What sort of society do we want?

It's been a while, and I am grateful to my beloved reader for enquiring after the absence of posts, but it seems like an appropriate period in which to allow dust to settle as the coalition took its bearings and made its first moves. It's been an interesting period, in which Labour have been presented with an open political goal on many occasions, but Ed Milliband has justified every concern that his embarrassing appointment by the Trade Unions would be a brief and dull one.

However, underlying all the distractions arising from the stark financial reality that there really is no money, there is a sense of some effort be exerted to get back some of the ground lost to Labour's "project" via control of education and the BBC.

The issue inspiring this piece stems from the very real perception that a pendulum has swung in our society, thanks to the tireless "reforming" efforts where some now feel that it's almost necessary to hold Straight Pride marches in order to re-establish the idea that it's still actually legal and permissible to promote heterosexuality, and families with married parents of different sexes.

It's a fascinating conundrum that much of the 20th century was spent in conflicts where millions were killed to promote democracy based on "majority" rule, yet we now find ourselves in the thrall of a cabal of vociferous minorities that no one voted for, but that have managed to influence our society through hijacking the liberal media and thereby gain effective control of the BBC's ability to undertake massive social engineering projects at the licence payer's expense.

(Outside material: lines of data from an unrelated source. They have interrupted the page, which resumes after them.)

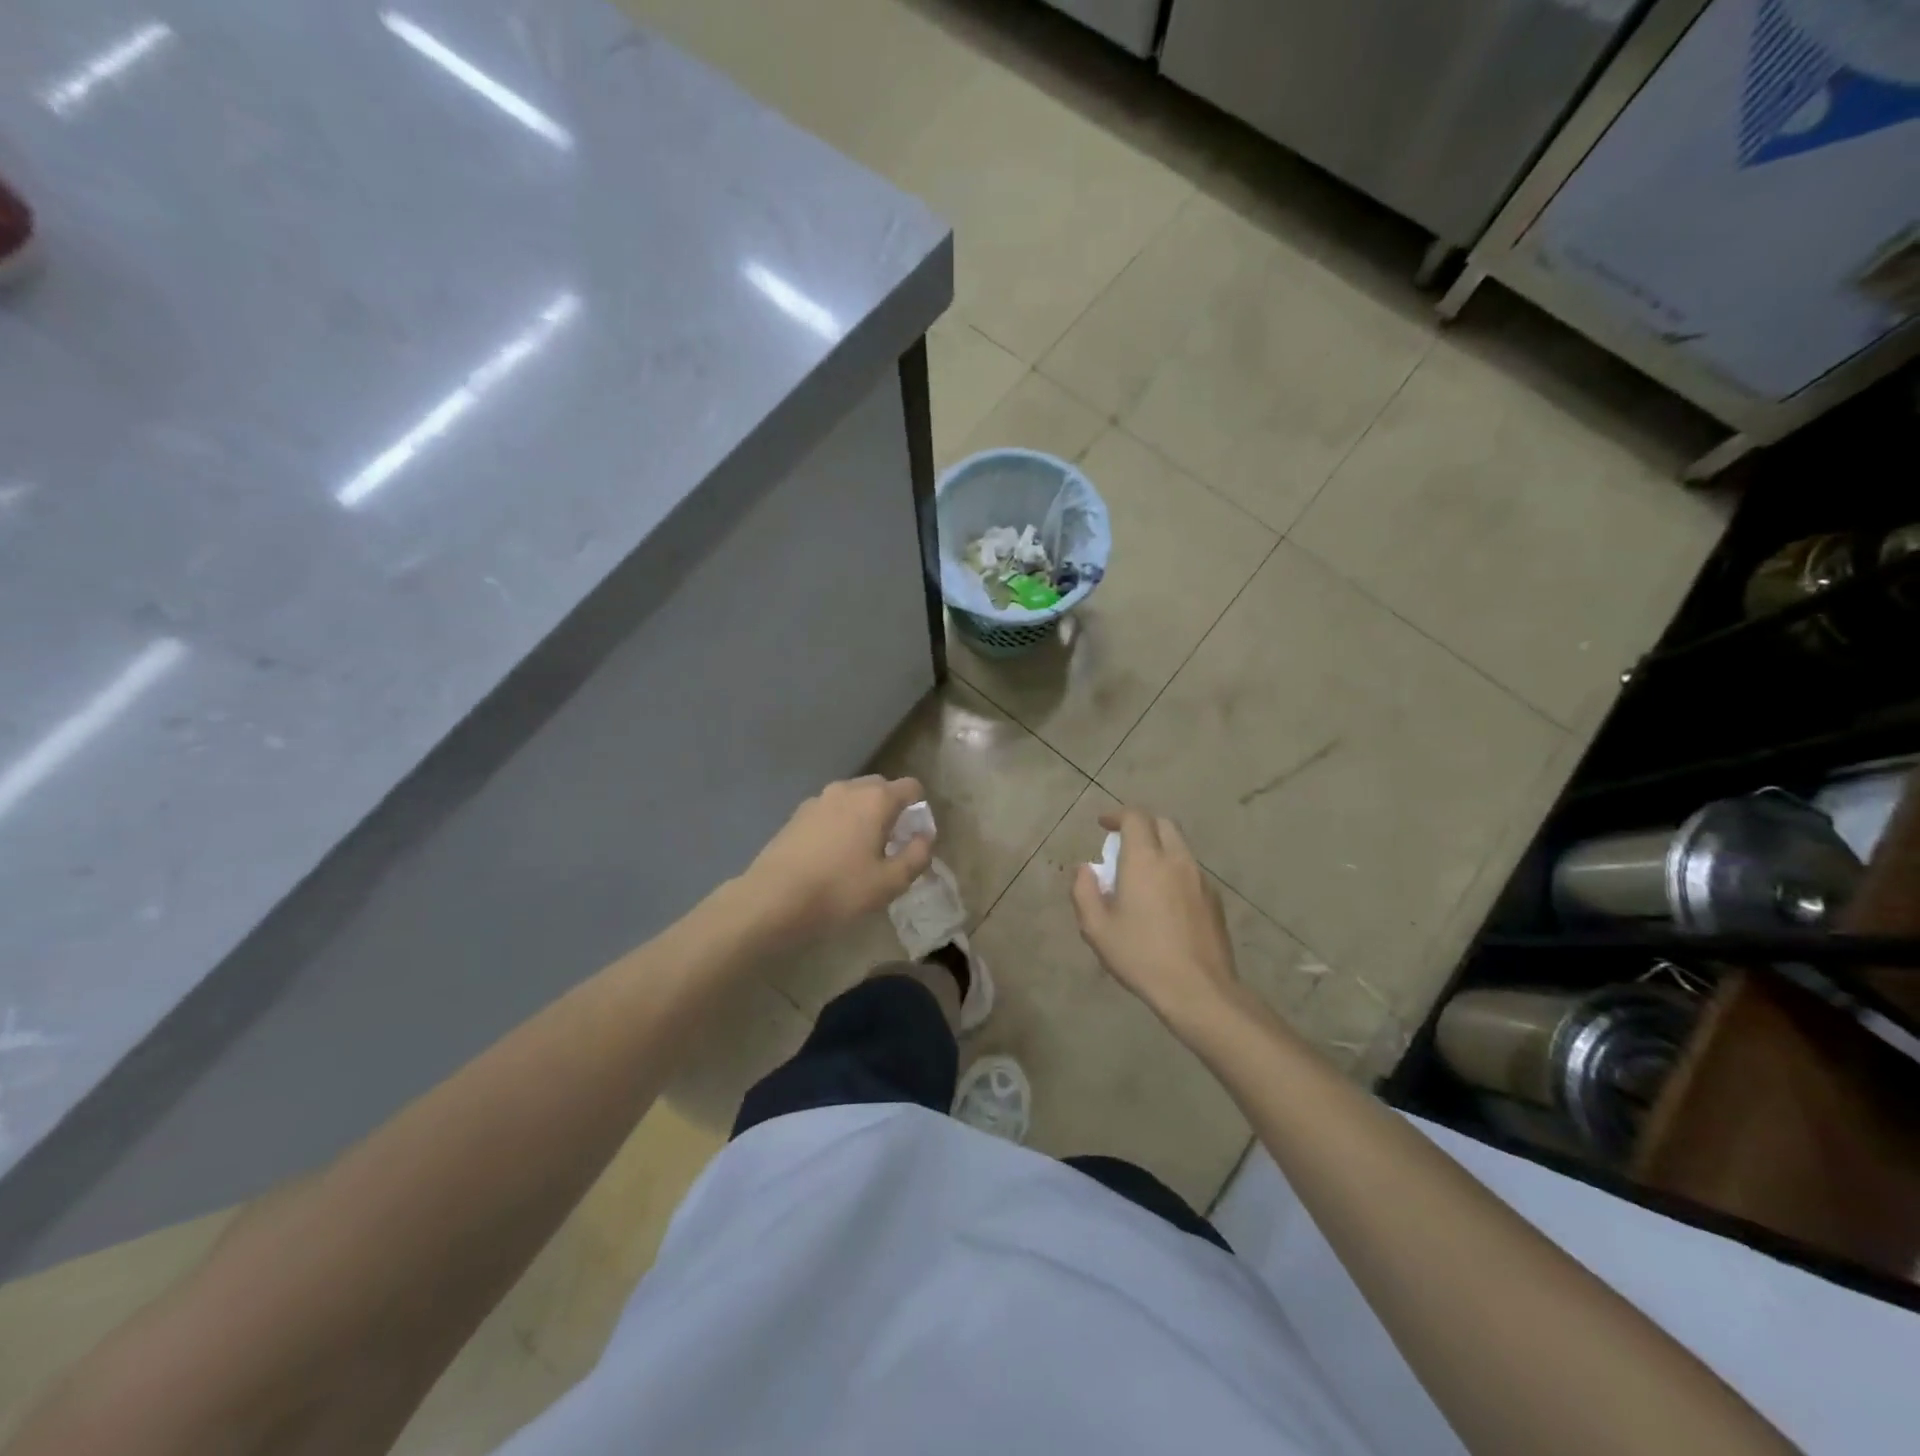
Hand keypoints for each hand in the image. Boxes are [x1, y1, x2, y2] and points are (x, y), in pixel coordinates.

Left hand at [739, 776, 933, 943]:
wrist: (773, 898)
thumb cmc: (840, 889)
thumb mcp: (890, 882)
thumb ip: (917, 856)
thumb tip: (924, 837)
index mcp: (876, 799)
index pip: (911, 787)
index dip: (919, 809)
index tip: (914, 837)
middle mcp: (848, 789)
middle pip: (881, 788)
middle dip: (891, 809)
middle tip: (890, 845)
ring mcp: (818, 799)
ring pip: (853, 798)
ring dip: (863, 815)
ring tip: (860, 851)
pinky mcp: (797, 814)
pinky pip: (830, 810)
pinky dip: (839, 823)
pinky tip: (832, 854)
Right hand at [1071, 807, 1242, 1032]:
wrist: (1198, 989)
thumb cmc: (1141, 956)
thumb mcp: (1097, 928)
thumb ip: (1084, 891)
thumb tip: (1084, 869)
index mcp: (1145, 860)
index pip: (1135, 817)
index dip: (1117, 815)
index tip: (1103, 825)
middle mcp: (1176, 860)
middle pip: (1162, 824)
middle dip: (1141, 826)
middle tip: (1122, 844)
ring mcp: (1200, 878)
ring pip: (1179, 846)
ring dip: (1159, 848)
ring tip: (1142, 874)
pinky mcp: (1214, 899)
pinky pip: (1191, 871)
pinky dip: (1174, 870)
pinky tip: (1164, 900)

Indeed, the "majority view" is deemed pure heresy to the chattering classes and dismissed as the grubby populism of the tabloid press. Freedom of speech and expression - coupled with the right to reply - should come ahead of attempting to discourage others from saying what they think, and thereby enriching our connection with the real world through the use of "direct" language.

Unlike the mind-controlling efforts of politicians whose existence now depends on offending the least number of people, no longer daring to try and inspire the majority, I would prefer people to make their own minds up on all issues, as the result of taking part in a big debate where anyone can say anything about anything.

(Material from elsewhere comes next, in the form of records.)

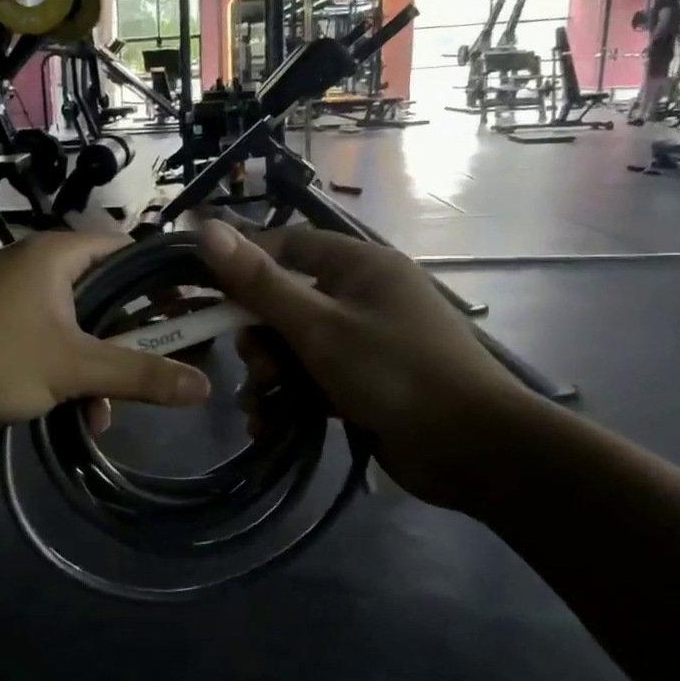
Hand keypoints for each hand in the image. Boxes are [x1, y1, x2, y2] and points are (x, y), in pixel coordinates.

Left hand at [0, 231, 211, 440]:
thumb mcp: (73, 369)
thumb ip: (141, 375)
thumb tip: (206, 385)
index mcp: (55, 254)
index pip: (126, 249)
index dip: (162, 278)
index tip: (190, 312)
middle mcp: (33, 266)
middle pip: (102, 291)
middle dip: (129, 337)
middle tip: (162, 365)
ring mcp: (8, 296)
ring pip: (74, 325)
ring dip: (96, 367)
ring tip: (105, 413)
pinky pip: (44, 342)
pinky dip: (63, 372)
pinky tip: (75, 416)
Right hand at [196, 221, 542, 510]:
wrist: (473, 450)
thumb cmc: (393, 371)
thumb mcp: (318, 325)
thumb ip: (260, 282)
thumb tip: (206, 229)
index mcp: (359, 265)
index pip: (289, 244)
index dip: (246, 265)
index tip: (210, 295)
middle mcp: (362, 295)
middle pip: (287, 301)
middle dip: (259, 337)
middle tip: (255, 368)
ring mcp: (365, 341)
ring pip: (296, 346)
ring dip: (269, 374)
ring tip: (260, 406)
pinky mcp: (364, 382)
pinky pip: (313, 378)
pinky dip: (290, 398)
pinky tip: (269, 424)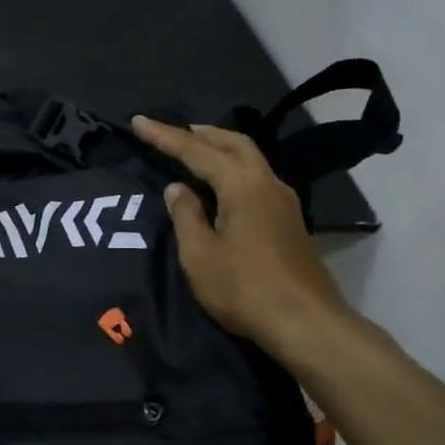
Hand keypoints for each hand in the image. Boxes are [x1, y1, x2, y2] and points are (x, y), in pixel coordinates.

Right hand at [131, 117, 352, 358]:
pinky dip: (234, 170)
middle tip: (174, 132)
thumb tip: (177, 189)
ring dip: (221, 150)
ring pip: (250, 160)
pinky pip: (257, 179)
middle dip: (202, 134)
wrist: (305, 323)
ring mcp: (284, 202)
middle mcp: (267, 183)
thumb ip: (186, 216)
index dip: (165, 136)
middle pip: (234, 144)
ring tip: (196, 152)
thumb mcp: (200, 255)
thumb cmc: (244, 288)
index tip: (139, 122)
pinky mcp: (290, 222)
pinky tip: (222, 186)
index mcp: (242, 186)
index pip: (196, 151)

By all means engage in debate and criticise an idea, but not the way the idea is expressed, or the debate will always be restricted to an articulate and fluent minority (aka "chattering classes") who are not easily ashamed by self-conscious concerns of their literacy.

The guardians of political correctness tend to chide in that wonderfully condescending "school mistress" mode that has become the trademark psychology of mind control projects such as "Common Purpose" over the past 15 years. As a result, political correction has become the dominant hobgoblin of the feeble minded.

Kids protesting today have only ever known a UK dominated by the left's woolly notions of the "tolerant society". As one who has been around longer, let me assure you that the past 13 years have been a period of unprecedented stupidity, where an ever-expanding welfare state was used to buy elections, using the fairy money that ran out.

This "beyond criticism" welfare state, far removed from financial reality, was a perfect place to nurture and promote the ideas of entitlement that spawned vociferous minorities, and their desire to promote inclusivity and positive discrimination of all sorts, where an individual's abilities were of secondary importance to their score on the scale of PC acceptability.

And now, in order to repay the cost of Labour's failure, we are entering a far more realistic and brutal period where the rules of the life game are going to be dictated by the need to compete with the likes of the Chinese for basic commodities such as food and energy.

Some of us might not like all the consequences of a return to genuine majority rule, but in order to create and manage a society that can survive the challenges coming our way over the next years, we will need to be carried along by genuine majority opinion and not divided by political correctness in all its myriad distractions.